Hey everyone!
I have a script that queries a game server for player names by UDP, parses the packet, and puts info about the server on a web page. Now the player names can and often do contain unicode characters, so I wrote a decode function that also converts the unicode into HTML code as some browsers seem buggy with raw unicode chars. The player names are displayed in "Tahoma" font on the web page, as this matches closely the in-game font. This works pretty well, but there is one guy who's name simply wont get decoded by my regex.
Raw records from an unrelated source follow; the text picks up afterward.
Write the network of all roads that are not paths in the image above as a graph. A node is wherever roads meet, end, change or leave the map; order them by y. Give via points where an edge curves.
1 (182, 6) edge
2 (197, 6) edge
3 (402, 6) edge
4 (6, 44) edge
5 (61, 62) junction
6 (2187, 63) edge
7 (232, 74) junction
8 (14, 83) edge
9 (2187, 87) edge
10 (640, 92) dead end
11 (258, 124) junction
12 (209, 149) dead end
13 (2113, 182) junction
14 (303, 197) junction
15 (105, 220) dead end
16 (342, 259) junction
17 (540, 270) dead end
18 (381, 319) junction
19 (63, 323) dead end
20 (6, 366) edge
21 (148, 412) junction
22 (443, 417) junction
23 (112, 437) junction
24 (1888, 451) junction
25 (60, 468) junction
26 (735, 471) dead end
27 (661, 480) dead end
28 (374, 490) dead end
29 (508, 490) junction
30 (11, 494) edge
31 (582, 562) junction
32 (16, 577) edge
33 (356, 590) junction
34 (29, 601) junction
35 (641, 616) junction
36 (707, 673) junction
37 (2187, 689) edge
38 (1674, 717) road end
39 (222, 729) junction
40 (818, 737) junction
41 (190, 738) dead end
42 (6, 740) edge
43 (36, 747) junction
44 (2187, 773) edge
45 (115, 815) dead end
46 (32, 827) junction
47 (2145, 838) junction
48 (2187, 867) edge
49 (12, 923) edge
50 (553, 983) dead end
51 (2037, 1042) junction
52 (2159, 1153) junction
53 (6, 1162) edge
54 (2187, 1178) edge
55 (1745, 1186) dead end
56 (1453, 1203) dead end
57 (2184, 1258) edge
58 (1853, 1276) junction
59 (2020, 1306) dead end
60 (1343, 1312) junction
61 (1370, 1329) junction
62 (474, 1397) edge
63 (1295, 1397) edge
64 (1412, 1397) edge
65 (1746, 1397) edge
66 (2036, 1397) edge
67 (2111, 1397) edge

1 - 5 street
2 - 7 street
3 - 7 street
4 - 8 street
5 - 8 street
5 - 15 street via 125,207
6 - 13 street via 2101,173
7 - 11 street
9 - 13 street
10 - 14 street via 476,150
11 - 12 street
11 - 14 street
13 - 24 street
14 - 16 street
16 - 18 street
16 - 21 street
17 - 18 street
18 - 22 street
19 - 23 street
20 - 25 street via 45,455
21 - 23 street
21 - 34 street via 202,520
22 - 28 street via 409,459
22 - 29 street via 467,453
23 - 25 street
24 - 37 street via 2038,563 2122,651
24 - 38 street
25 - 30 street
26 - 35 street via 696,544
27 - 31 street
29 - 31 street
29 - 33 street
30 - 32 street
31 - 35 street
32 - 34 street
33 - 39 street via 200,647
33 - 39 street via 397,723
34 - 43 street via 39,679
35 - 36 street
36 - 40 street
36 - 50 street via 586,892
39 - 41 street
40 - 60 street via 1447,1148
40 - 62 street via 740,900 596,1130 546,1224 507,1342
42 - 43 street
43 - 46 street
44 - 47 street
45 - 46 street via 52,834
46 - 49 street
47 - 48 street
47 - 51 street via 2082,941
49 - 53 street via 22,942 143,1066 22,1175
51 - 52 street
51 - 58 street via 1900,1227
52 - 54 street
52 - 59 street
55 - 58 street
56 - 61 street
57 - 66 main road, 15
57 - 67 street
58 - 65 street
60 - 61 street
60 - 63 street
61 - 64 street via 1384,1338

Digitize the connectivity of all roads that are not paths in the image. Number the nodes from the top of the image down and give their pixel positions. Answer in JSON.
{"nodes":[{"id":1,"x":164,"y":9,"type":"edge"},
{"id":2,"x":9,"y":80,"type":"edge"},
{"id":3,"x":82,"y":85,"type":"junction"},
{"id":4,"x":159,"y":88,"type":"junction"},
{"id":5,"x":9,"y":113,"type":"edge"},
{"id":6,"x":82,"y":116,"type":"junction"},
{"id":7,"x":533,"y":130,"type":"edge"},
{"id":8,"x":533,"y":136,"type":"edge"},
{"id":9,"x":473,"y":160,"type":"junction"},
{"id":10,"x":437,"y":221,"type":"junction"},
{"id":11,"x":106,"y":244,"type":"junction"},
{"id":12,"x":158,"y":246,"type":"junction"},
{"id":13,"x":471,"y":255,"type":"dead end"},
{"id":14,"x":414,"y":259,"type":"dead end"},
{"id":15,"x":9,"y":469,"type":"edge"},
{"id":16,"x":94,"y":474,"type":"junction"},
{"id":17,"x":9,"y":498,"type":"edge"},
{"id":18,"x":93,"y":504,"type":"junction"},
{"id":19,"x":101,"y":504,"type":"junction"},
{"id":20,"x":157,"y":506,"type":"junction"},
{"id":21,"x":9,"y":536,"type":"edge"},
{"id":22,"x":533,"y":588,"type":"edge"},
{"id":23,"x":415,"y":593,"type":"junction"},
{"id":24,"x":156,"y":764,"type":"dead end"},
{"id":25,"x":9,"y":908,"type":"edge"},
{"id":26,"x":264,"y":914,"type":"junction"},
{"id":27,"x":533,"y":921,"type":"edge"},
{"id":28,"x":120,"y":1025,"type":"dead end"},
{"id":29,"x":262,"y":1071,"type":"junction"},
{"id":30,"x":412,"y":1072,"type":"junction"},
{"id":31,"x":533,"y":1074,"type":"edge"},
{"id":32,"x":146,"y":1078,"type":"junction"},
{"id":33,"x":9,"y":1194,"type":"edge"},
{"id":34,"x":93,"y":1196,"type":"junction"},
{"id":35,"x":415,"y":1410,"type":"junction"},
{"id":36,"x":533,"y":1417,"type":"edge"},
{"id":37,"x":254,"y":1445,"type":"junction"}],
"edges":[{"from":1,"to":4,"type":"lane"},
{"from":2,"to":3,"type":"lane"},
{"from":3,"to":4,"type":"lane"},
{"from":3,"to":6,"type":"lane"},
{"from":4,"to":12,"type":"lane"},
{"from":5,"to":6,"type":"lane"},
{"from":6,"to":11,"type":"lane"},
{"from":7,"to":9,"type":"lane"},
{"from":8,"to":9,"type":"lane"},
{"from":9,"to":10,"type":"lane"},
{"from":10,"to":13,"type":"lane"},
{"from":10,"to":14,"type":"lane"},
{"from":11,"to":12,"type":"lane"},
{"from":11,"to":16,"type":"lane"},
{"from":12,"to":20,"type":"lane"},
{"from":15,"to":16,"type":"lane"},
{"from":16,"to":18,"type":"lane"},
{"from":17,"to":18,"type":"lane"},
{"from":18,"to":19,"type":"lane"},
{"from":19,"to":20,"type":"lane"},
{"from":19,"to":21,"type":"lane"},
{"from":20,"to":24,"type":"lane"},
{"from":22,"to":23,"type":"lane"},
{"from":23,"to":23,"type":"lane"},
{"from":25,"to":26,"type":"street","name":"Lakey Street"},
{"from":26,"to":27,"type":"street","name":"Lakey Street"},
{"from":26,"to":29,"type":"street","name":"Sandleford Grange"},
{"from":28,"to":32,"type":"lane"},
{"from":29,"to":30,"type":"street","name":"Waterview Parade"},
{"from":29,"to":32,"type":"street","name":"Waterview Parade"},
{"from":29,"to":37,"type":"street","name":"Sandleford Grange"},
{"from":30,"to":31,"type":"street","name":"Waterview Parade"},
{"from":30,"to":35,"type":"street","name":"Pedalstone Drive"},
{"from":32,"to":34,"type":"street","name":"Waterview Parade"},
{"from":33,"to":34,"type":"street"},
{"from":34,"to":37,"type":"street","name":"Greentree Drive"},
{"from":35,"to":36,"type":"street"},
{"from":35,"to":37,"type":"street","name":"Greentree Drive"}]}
I extracted his name in byte representation:
$pname = "\x78\x54\xC5\x99\xD8\xB9\xD0\xBC\xD8\xB9\x2E\x20\xE1\xB8\xA0
+\x7C\x20\x7B\xC4\xA2\x6C\xC3\xA2\xC3\x90\xC3\xAE\xC3\xA2\x54\xC5";
1) Name in plain unicode:
xTřعмع. Ḡ| {ĢlâÐîâT
2) And now the name as it appears without unicode decoding:
xTřعмع. Ḡ| {Ä¢lâÃîâTÅ
You see the last byte, the A with ring above is not displayed at all in unicode, which is correct I guess. But its presence disrupts my routine somehow.
And this is my decode routine:
sub unicode_decode
{
my $string = shift;
utf8::decode($string);
$string =~ s/([^a-zA-Z0-9])/'&#'.unpack('U0U*',$1).';'/eg;
return($string);
}
Now whenever I remove the last byte \xC5 from the name above, the regex transforms the name perfectly (looks like 1). But if I dont remove it, the whole regex just does nothing and it looks like (2). Well, it does convert the name into HTML codes, but it does not interpret it as unicode.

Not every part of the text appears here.